Records from a data collection
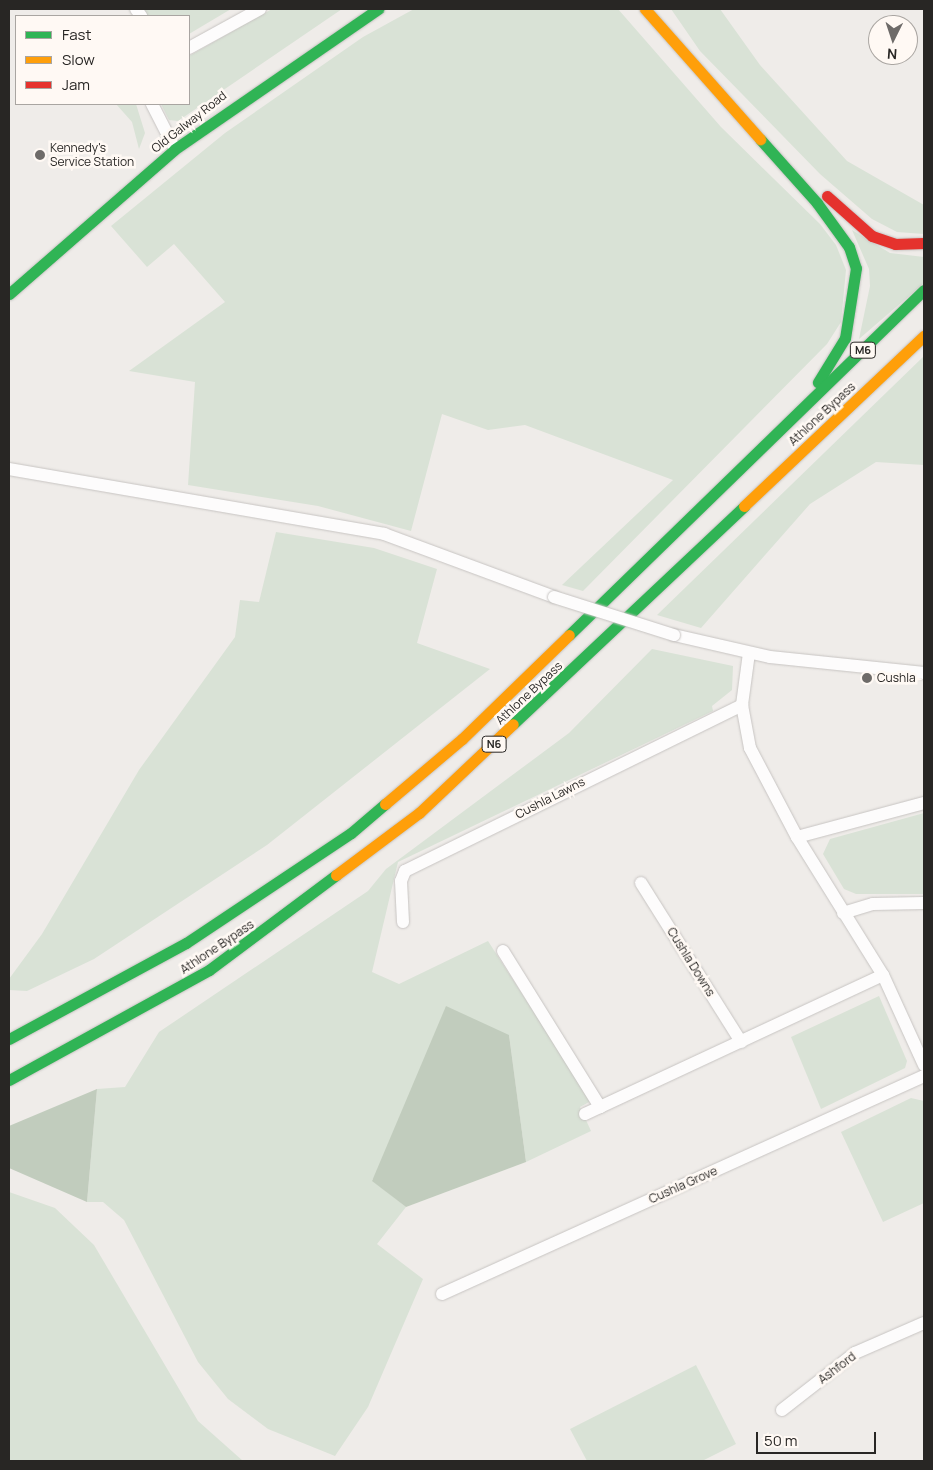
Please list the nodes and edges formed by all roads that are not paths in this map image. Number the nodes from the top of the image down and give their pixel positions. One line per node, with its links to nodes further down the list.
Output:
1 (258, 9): 5 (street)
2 (378, 9): 7 (main road, Old Galway Road)
3 (645, 9): 12 (main road)
4 (664, 9): 8 (main road)
5 (190, 47)
6 (153, 105): 7 (street)
7 (175, 149): 10 (main road, Old Galway Road)
8 (924, 243)
9 (924, 290): 12 (main road, M6)
10 (9, 294)
11 (924, 336): 29 (main road, Athlone Bypass / N6)
12 (802, 409): 25 (main road, Athlone Bypass / N6)
13 (9, 469): 14 (street, bridge)
14 (749, 653): 15 (street); 16 (street)
15 (924, 673)
16 (742, 704): 18 (street); 22 (street, Cushla Lawns)
17 (924, 803): 18 (street)
18 (797, 837): 21 (street)
19 (642, 883): 26 (street, Cushla Downs)
20 (924, 903): 21 (street)
21 (843, 913): 24 (street)
22 (403, 922)
23 (503, 951): 30 (street)
24 (883, 975): 26 (street); 27 (street)
25 (9, 1039)
26 (741, 1042): 30 (street)
27 (924, 1065)
28 (924, 1076): 32 (street, Cushla Grove)
29 (9, 1080)
30 (600, 1107): 31 (street)
31 (585, 1114)
32 (442, 1294)
33 (924, 1323): 34 (street, Ashford)
34 (782, 1410)

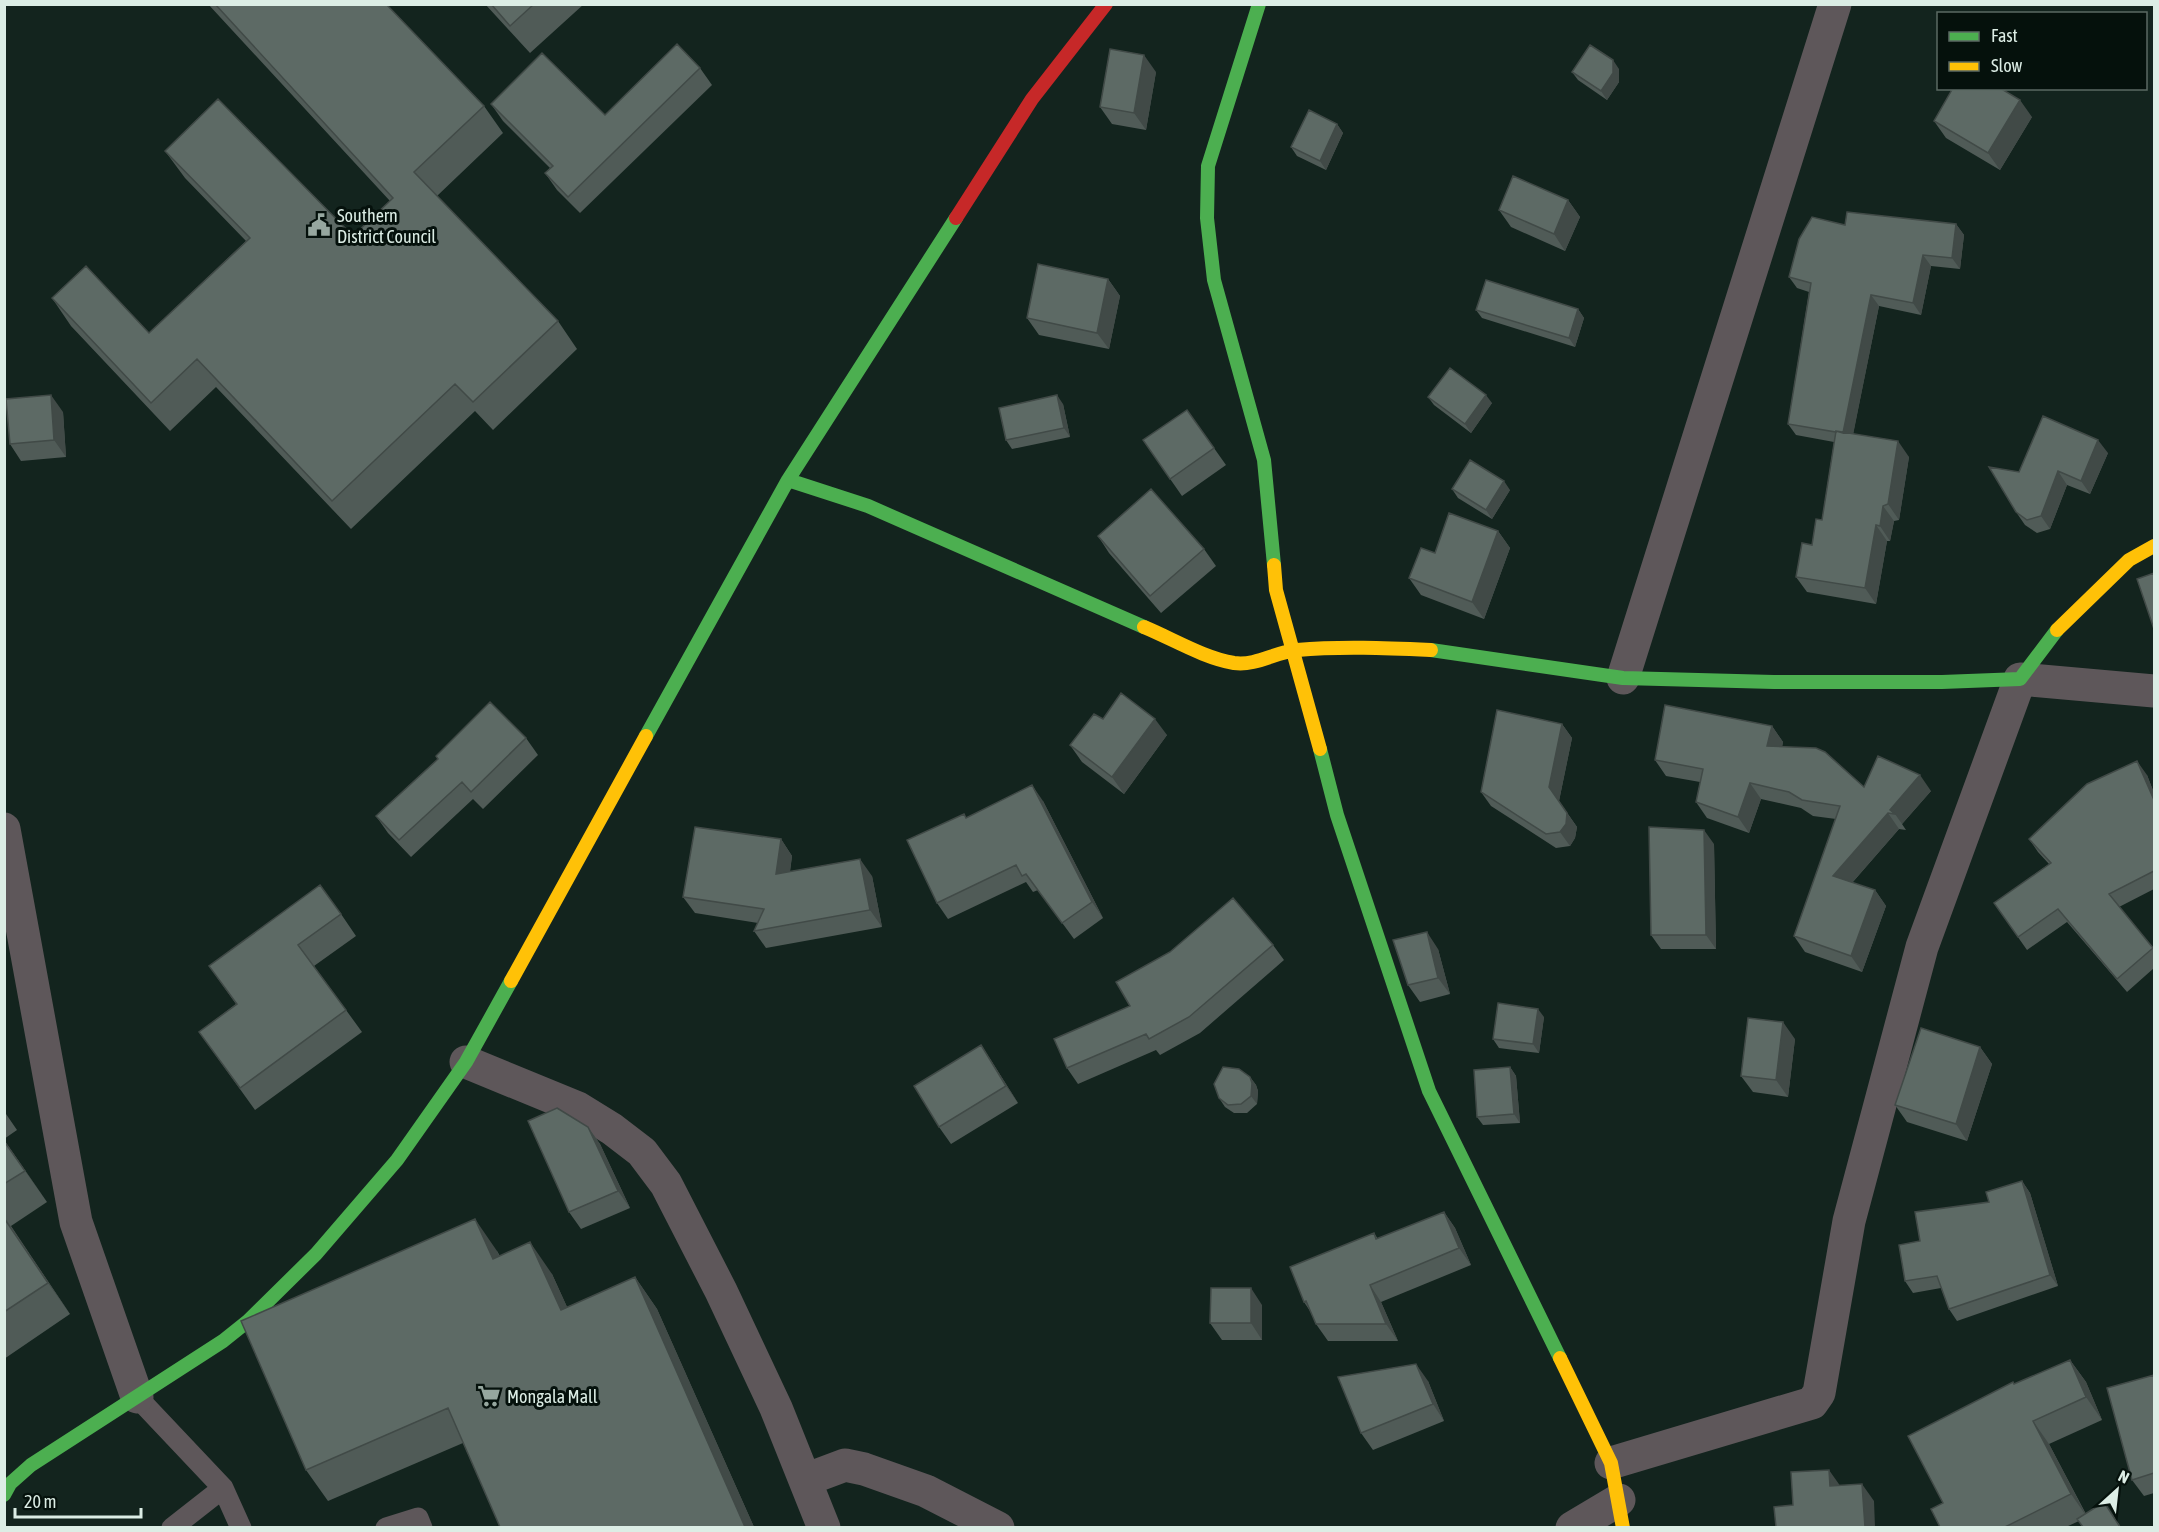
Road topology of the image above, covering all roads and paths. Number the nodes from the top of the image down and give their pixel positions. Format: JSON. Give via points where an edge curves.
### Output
{"nodes":[{"id":1,"x":1106,"y":4,"type":"edge"},
{"id":2,"x":1259,"y":4,"type":"edge"},
{"id":3,"x":1835,"y":4,"type":"edge"},
{"id":4,"x":788,"y":480,"type":"junction"},
{"id":5,"x":2154,"y":546,"type":"edge"},
{"id":6,"x":1294,"y":650,"type":"junction"},
{"id":7,"x":1623,"y":678,"type":"junction"},
{"id":8,"x":2020,"y":679,"type":"junction"},
{"id":9,"x":2154,"y":691,"type":"edge"},
{"id":10,"x":4,"y":829,"type":"edge"},
{"id":11,"x":465,"y":1062,"type":"junction"},
{"id":12,"x":137,"y":1397,"type":"junction"},
{"id":13,"x":1611,"y":1463,"type":"junction"},
{"id":14,"x":10,"y":1478,"type":"edge"},
{"id":15,"x":805,"y":1480,"type":"junction"},
{"id":16,"x":223,"y":1488,"type":"junction"},
{"id":17,"x":1621,"y":1514,"type":"edge"},
{"id":18,"x":180,"y":1525,"type":"edge"},
{"id":19,"x":241,"y":1527,"type":"edge"},
{"id":20,"x":386,"y":1527,"type":"edge"},
{"id":21,"x":422,"y":1527,"type":"edge"},
{"id":22,"x":824,"y":1527,"type":"edge"},
{"id":23,"x":998,"y":1527,"type":"edge"},
{"id":24,"x":1572,"y":1527,"type":"edge"}],
"edges":[{"from":1,"to":4,"type":"street","via":[[1032,99]]},
{"from":2,"to":6,"type":"street","via":[[1208,166],[1207,218],[1214,280],[1264,459],[1276,590]]},
{"from":3,"to":7,"type":"street"},
{"from":4,"to":6,"type":"street","via":[[868,506],[1220,660],[1253,663]]},
{"from":4,"to":11,"type":"street"},
{"from":5,"to":8,"type":"street","via":[[2129,560],[2062,623]]},
{"from":6,"to":7,"type":"street","via":[[1436,650]]},
{"from":6,"to":13,"type":"street","via":[[1336,815],[1429,1091]]},
{"from":7,"to":8,"type":"street","via":[[1774,682]]},
{"from":8,"to":9,"type":"street"},
{"from":8,"to":13,"type":"street","via":[[1922,947],[1849,1221],[1816,1399]]},
{"from":10,"to":12,"type":"street","via":[[76,1222]]},
{"from":11,"to":12,"type":"street","via":[[397,1160],[316,1254],[223,1341]]},
{"from":11,"to":15,"type":"street","via":[[578,1108],[642,1152],[666,1184],[721,1291]]},
{"from":12,"to":14,"type":"street"},
{"from":12,"to":16,"type":"lane"},
{"from":13,"to":17,"type":"street"},
{"from":15,"to":22,"type":"street"},
{"from":15,"to":23,"type":"street","via":[[845,1466],[864,1469],[926,1491]]},
{"from":16,"to":18,"type":"lane"},
{"from":16,"to":19,"type":"lane"},
{"from":17,"to":24,"type":"street"},
{"from":20,"to":21,"type":"lane","via":[[418,1518]]}]}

## Instructions to follow
Considering only lines of the records that hold the string "edges", state how many there are and nothing else.

## Exercise response
2